Однако месяц, проведенный у нгати, показал, что перевоспитывать маорийцев — занятие не из простых. Купленное в Окленде Евангелие на языке маори и самодельный англо-маорийский словарик помогали мало. Генри сразу же натолкнулся на стену глухого недоумения. Маорийцы вежливо выслушивали все, что им пытался внушить желтоволосый пакеха, и равнодушно расходились, не задав ни одного вопроса.

Как говорится, корм был не в коня. Генри решил изменить тактику и начать с малого. Он предложил Те Нгаро свои услуги в обучении молодежи английскому языку и маорийской грамоте. Вождь согласился. В программу школы для знатных юношей были введены уроки языка пакеха и недавно изобретенной миссионерами маорийской письменности. Отныне Генри. Гривс стал называться тохунга, то есть мастером, и наряду с татуировщиком, главным лодочником, а также строителем домов и резчиками по дереву получил право на особые привилегии, которыми пользовались наиболее искусные ремесленники племени. Тохунга могли не работать на общественных полях, им разрешалось брать двух жен и иметь собственных рабов.

Разумеется, эти льготы были Генри Гривсу ни к чему. Но знаки уважения, которые оказывали ему теперь нгати, были приятны. Генри понимал, что авторитет поможет ему повлиять на этих людей.

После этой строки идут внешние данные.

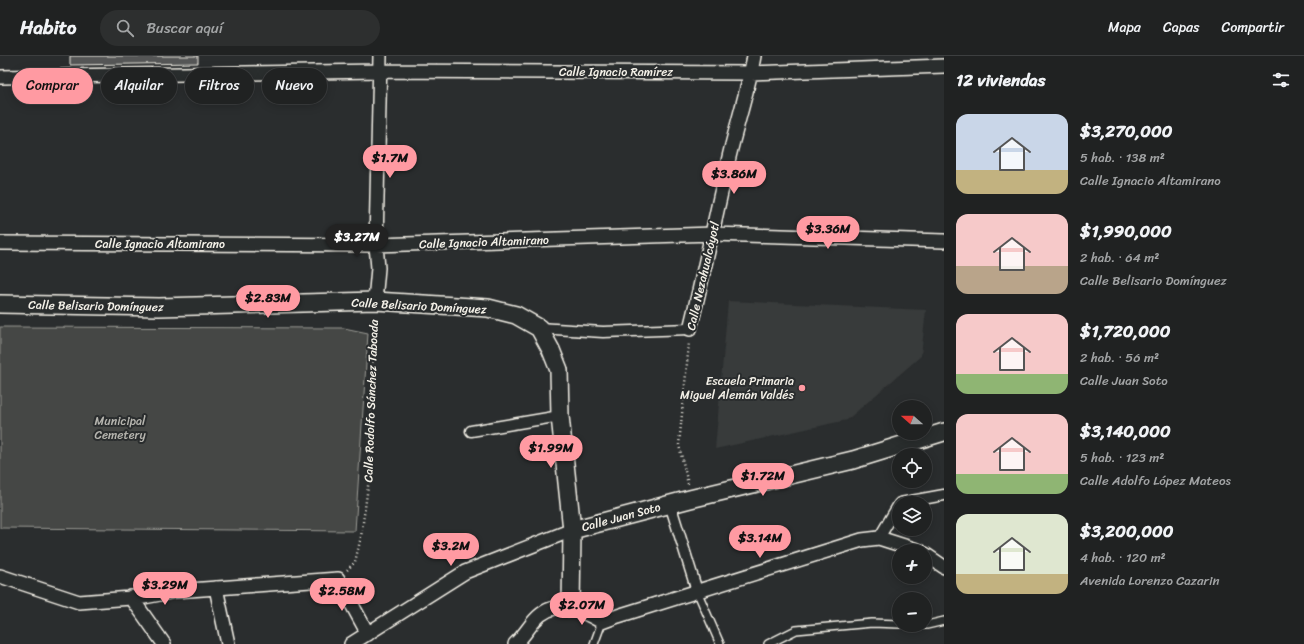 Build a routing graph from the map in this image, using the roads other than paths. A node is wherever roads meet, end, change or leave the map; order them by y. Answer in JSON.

Впрочем, уронить авторитет, как известно, гораздо легче, чем завоевать. Генри знал, как придирчиво приглядываются жители деревни к каждому его шагу, и старался во всем педантично следовать обычаям нгати. А сегодня он снова проспал, и это может вызвать кое у кого пренебрежительные усмешки. Правда, сейчас это было не так важно — в деревне остались женщины да старики, воины же во главе с Те Нгаро неделю назад ушли в поход на ваикато. Их возвращения ждали со дня на день, а пока полновластным хозяином был не оправившийся от ран Раупаха. Злопамятный вождь продолжал коситься на желтоволосого пакеха, считая его чужаком.

Настроение Генри было испорчено: просыпать не стоило. Вздохнув, он еще раз посмотрел на склонившуюся над прядями льна женщину и поплелся к ручью.

Умывшись и позавтракав холодной кумарой — по маорийскому обычаю, есть пришлось прямо на улице, — он подвесил корзинку с остатками пищи на сук и с неохотой накинул на плечи мохнатый плащ из шкурок киви. Плащ ему подарил Тауранги, обрадованный возвышением друга. Жаркое утро не располагало к такой одежде, но Генри был тохунга, и выбирать не приходилось. Узелок с рубашкой, брюками и башмаками, а также шляпу и отцовскую куртку Генри держал в хижине подвешенными к потолку, чтобы предохранить от сырости. Раздаривать одежду воинам ему рассоветовал Тауранги. Да и сам Генри при здравом размышлении пришел к выводу, что европейский костюм еще пригодится. Мало ли что может случиться.

Сегодняшний урок не представлял интереса — почти все ученики ушли громить ваикато. Десяток юнцов — ради них вот уже неделю облачается Генри в свой не по погоде теплый плащ. С наступлением весны вечерние занятия в школе закончились; Ее выпускники выдержали обряд посвящения в воины и влились в ряды боевых отрядов Те Нгаро, продолжая тем не менее по утрам заниматься с Хенаре. И хотя после многомесячной зубрежки их головы были туго набиты десятками мифов и легенд, учились они старательно. Генри с нетерпением ждал возвращения войска.

Подойдя к обсаженному резными столбами зданию школы, Генри удивился тишине. Похоже, школа была пуста. Сунув голову под дверную циновку, Генри убедился в этом.

Что-то произошло. Но что?

— Иди сюда! — позвал Генри пожилую женщину, несшую на плече сосуд из тыквы.

Маорийка опасливо взглянула на него и, расплескивая воду, поспешила скрыться за углом.

Генри выругал себя: он забыл, что женщины не смеют приближаться в пору занятий к зданию школы, в это время оно для них — табу. Однако в ее поведении было нечто настораживающее. Очень уж испуганно она метнулась от него.